While this is true in the strict sense,

  • changing the bound from S = RandomState to S: Default would be considered a minor breaking change (though of high impact, likely requiring defaults to affect inference in order to be accepted);
  • std (and alloc/core) has access to the perma-unstable rustc-specific internal hack to bypass this (#[rustc_allow_incoherent_impl]) which is already used elsewhere in order to pretend to be a single coherence unit, and which could be used to provide alloc::collections::HashMap::<_, _, RandomState>::new from std;
    • (primarily used for inherent impls on primitives)
    • (but is also used for alloc impls on non-primitive core types, e.g. CStr::to_string_lossy)
    • (but I did not find one in std not on a primitive type)
  • there's hope towards eventually extending this style of coherent "friend" crates beyond its private use for core/alloc/std; and
  • there's hope towards eventually collapsing the std facade into one (logical) crate (moreso than the current status) via features and the mythical "portability lint."

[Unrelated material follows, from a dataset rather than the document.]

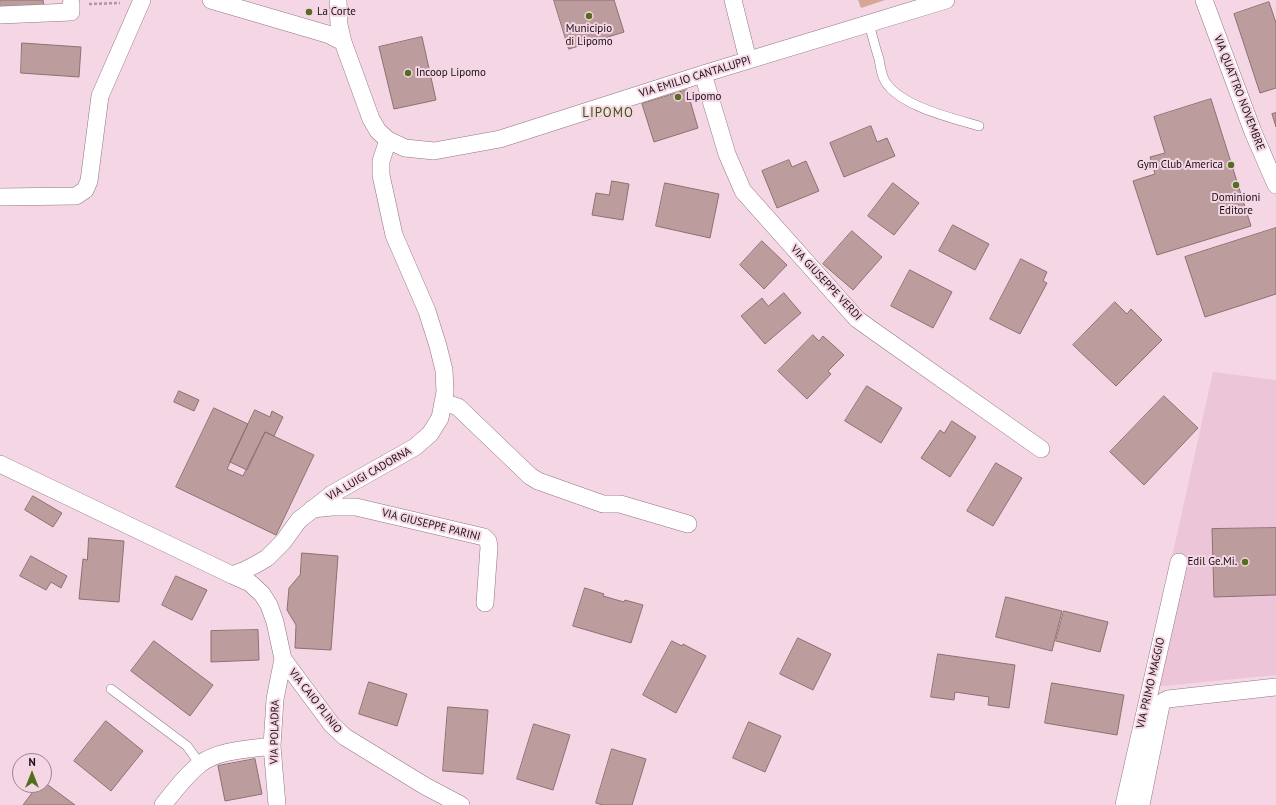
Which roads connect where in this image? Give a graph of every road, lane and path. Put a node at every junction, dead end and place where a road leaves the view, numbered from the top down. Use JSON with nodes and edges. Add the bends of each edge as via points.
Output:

In short: yes, but hopefully eventually no.


If I remember well #[rustc_allow_incoherent_impl] doesn't support trait implementations, and there's an impl of FromIterator for HashMap<K, V, RandomState> which would still be a blocker for HashMap in alloc. Also, std implements HashMap by delegating to hashbrown, which depends on alloc, so moving HashMap to alloc would create a cyclic dependency (which I guess could be fixed by copy-pasting hashbrown in alloc?)

This would be an awesome change. I had a nasty surprise with HashMap while developing for a certain embedded environment. While in general it has std, the getrandom call specifically is not supported, and caused the device to hang. It took a lot of trial and error to find the issue, particularly since HashMap::new just doesn't look like something capable of nasty surprises, and RandomState isn't something one even thinks about 99,99% of the time.

Imho it's one of the cases where rand not being part of std bites people. Ideally HashMap should have explicitly taken an RNG for the RandomState generation, and the current HashMap::new would be a common convenience method which passes the system RNG.


I think it would be nice if I could fuzz code without requiring the code to manually pass a fuzzing-friendly RNG.

One option would be to use #[cfg(fuzzing)] in std (to turn determinism on), though this would require shipping a separate std binary built just for fuzzing. And I don't know if builds with #[cfg(fuzzing)].

Another option would be to have some global function that returns whether or not determinism should be used. When building for fuzzing rustc could link against a definition that returns true (i.e. deterministic behavior), and when building for normal non-fuzzing purposes it could link against a definition that returns false (i.e. nondeterministic behavior). This shouldn't require rebuilding std or shipping two separate std binaries. And if built with LTO then LLVM should be able to inline the definition and trim the dead code.

There is a vague proposal to integrate getrandom into std and allow to overwrite its implementation similarly to alloc. It would allow to move HashMap into alloc (probably, behind a feature flag?) and would make it possible to use PRNG with fixed seed as a getrandom impl for fuzzing and testing. It's not enough for full reproducibility with multi-threaded code (program results may differ depending on whether thread A or B got to call getrandom first), but since HashMap cashes random seed after first initialization and then simply increments it, it will not be a big issue if you do the first initialization before spawning threads.


Overriding getrandom on Linux actually isn't as good as modifying the standard library. It does make each run of a program deterministic but fuzzers want to run multiple experiments in a single program to reduce process spawning overhead. They would need some way to reset the global rng, which sounds like a difficult thing to implement.

Big programs where it is difficult to change every instance of Hashmap will probably be so slow that the classic method of forking the process is fast enough, though.

maybe they could do some library loading shenanigans to get separate instances of the standard library and the function-to-fuzz?